The QAP procedure works by permuting the rows and columns (together) of one of the input matrices, and then correlating the permuted matrix with the other data matrix. This process is repeated hundreds of times to build up a distribution of correlations under the null hypothesis.

In the Zachary data, the correlation between strength of tie and neighborhood overlap is 0.416, p < 0.001, indicating strong support for the theory.

Extension. Another interpretation of the sense of the SWT theory is that the stronger the tie between two people, the less their tie serves as a connection between their non_overlapping social connections to others. The SWT hypothesis as applied to non_overlap is only equivalent to its application to overlap under the unlikely condition that overlap is perfectly negatively correlated with non_overlap (i.e. only when there is no variation in acquaintance volume). In general, it may be useful to separately explore the implications of strength of ties for non_overlap as well as for overlap.

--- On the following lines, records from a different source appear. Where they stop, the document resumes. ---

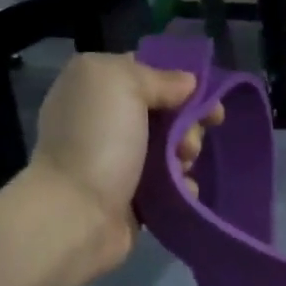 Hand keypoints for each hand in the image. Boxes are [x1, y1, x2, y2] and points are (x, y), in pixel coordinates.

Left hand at [24, 52, 221, 271]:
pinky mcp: (133, 194)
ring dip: (187, 155)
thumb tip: (188, 84)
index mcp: (96, 86)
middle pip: (167, 111)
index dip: (181, 81)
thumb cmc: (98, 141)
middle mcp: (105, 119)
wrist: (77, 213)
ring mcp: (119, 159)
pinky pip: (170, 181)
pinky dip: (182, 184)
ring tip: (183, 169)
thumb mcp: (122, 84)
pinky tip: (183, 188)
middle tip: (188, 142)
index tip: (208, 98)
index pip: (148, 71)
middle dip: (188, 124)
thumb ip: (158, 77)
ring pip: (173, 147)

To extend the previous technique for application to non_overlap, we need to construct a NONOVERLAP matrix that can be correlated with STRENGTH. Recall the dichotomized matrix, A, and its transpose, A'. We can construct a new matrix, B, which is the complement of A, so that B has 1's where A has 0's and has 0's where A has 1's. One way to do this is to subtract A from a matrix full of 1's. Alternatively, we can go back to the dichotomization step and set B(i,j) = 1 if STRENGTH = 0 and B(i,j) = 0 otherwise. In either case, though, we must be sure to put zeros down the main diagonal. Then compute C = AB' and, NONOVERLAP = C + C'.

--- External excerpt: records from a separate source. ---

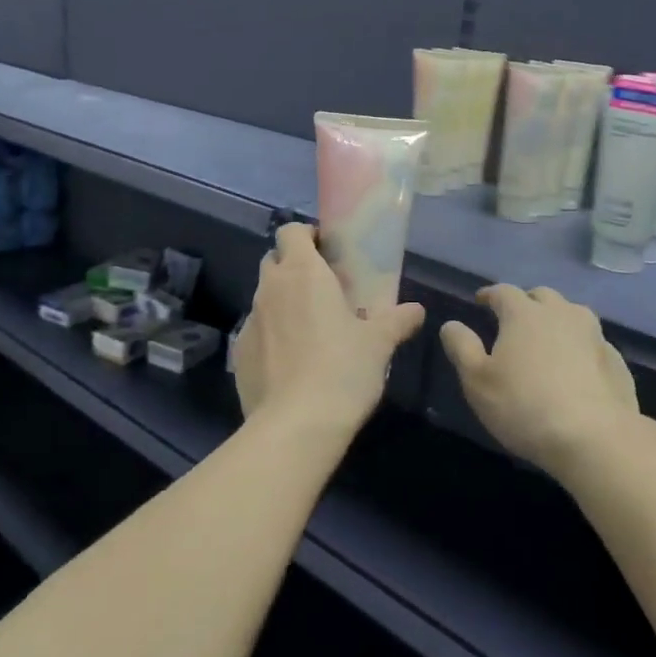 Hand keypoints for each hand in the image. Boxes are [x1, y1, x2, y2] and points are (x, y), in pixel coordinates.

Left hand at [233, 223, 424, 438]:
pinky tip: (291, 362)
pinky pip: (256, 330)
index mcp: (303, 273)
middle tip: (322, 289)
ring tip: (309, 329)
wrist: (295, 425)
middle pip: (274, 259)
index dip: (306, 236)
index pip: (291, 231)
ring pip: (264, 296)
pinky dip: (271, 335)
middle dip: (293, 266)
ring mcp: (250, 320)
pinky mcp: (238, 352)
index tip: (327, 252)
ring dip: (282, 302)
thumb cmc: (342, 370)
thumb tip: (416, 310)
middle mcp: (270, 288)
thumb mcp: (379, 344)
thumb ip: (397, 321)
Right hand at [440, 286, 639, 477]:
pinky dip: (580, 346)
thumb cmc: (524, 405)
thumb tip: (451, 325)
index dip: (490, 294)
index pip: (504, 291)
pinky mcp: (616, 361)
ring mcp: (594, 335)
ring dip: (557, 319)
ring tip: (547, 339)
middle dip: (526, 302)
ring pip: (573, 314)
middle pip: (542, 296)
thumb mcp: (477, 380)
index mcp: (525, 313)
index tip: (481, 301)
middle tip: (514, 320)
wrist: (595, 438)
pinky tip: (576, 366)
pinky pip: (593, 342)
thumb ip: (461, 347)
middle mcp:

Once the NONOVERLAP matrix is obtained, we can correlate it with the STRENGTH matrix in the same way that we did with the OVERLAP matrix, except this time we expect a negative correlation, and the p-value is given by the proportion of random correlations that are as small or smaller than the observed.

Applying this technique to the Zachary data, we observe a positive correlation of 0.2 between strength of tie and nonoverlap. These results do not support the theory, and instead suggest that strong ties tend to occur between actors who have many ties in general, so that their neighborhoods both overlap and do not overlap a great deal.

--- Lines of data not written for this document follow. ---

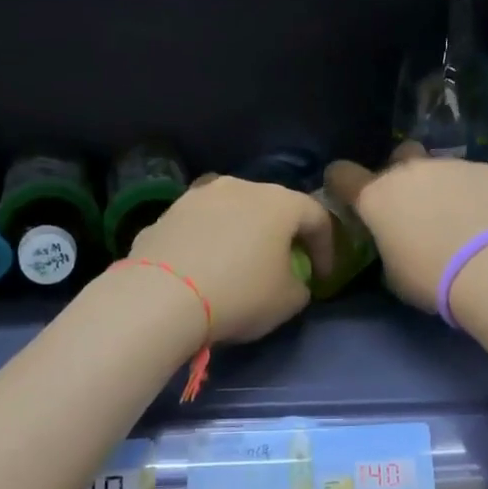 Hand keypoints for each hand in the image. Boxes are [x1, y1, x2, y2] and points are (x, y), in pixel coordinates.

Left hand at [127, 176, 333, 343]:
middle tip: (283, 264)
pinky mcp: (165, 214)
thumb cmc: (240, 294)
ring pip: (230, 211)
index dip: (327, 247)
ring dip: (240, 233)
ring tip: (237, 262)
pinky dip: (206, 243)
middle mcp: (240, 187)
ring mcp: (197, 196)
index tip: (323, 277)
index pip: (317, 217)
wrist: (160, 297)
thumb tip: (292, 281)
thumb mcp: (288, 302)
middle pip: (272, 206)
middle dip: (281, 234)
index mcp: (279, 202)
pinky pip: (197, 227)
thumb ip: (301, 285)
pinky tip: (200, 271)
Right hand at [326, 146, 487, 312]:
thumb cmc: (432, 279)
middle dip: (400, 176)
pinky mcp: (483, 169)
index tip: (350, 196)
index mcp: (376, 197)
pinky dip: (470, 191)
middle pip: (396, 158)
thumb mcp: (393, 273)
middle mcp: (408, 172)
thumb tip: (394, 239)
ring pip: (435, 166)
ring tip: (456, 215)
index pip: (341, 174)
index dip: (342, 183)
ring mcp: (448, 165)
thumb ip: (386, 245)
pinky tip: (483, 217)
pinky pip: (468, 175)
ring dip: (438, 184)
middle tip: (413, 207)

Borgatti, S.P, M.G. Everett, and L.C. Freeman. 1992. Ucinet IV Version 1.35. Columbia, SC: Analytic Technologies.

Granovetter, M. 1973. "The Strength of Weak Ties." American Journal of Sociology 78:1360-1380.

Hubert, L. and J. Schultz. 1976. "Quadratic Assignment as a General Data Analysis Strategy." British Journal of Mathematical and Statistical Psychology 29:190-241.

Zachary, W. 1977. "An Information Flow Model for Conflict and Fission in Small Groups." Journal of Anthropological Research 33:452-473.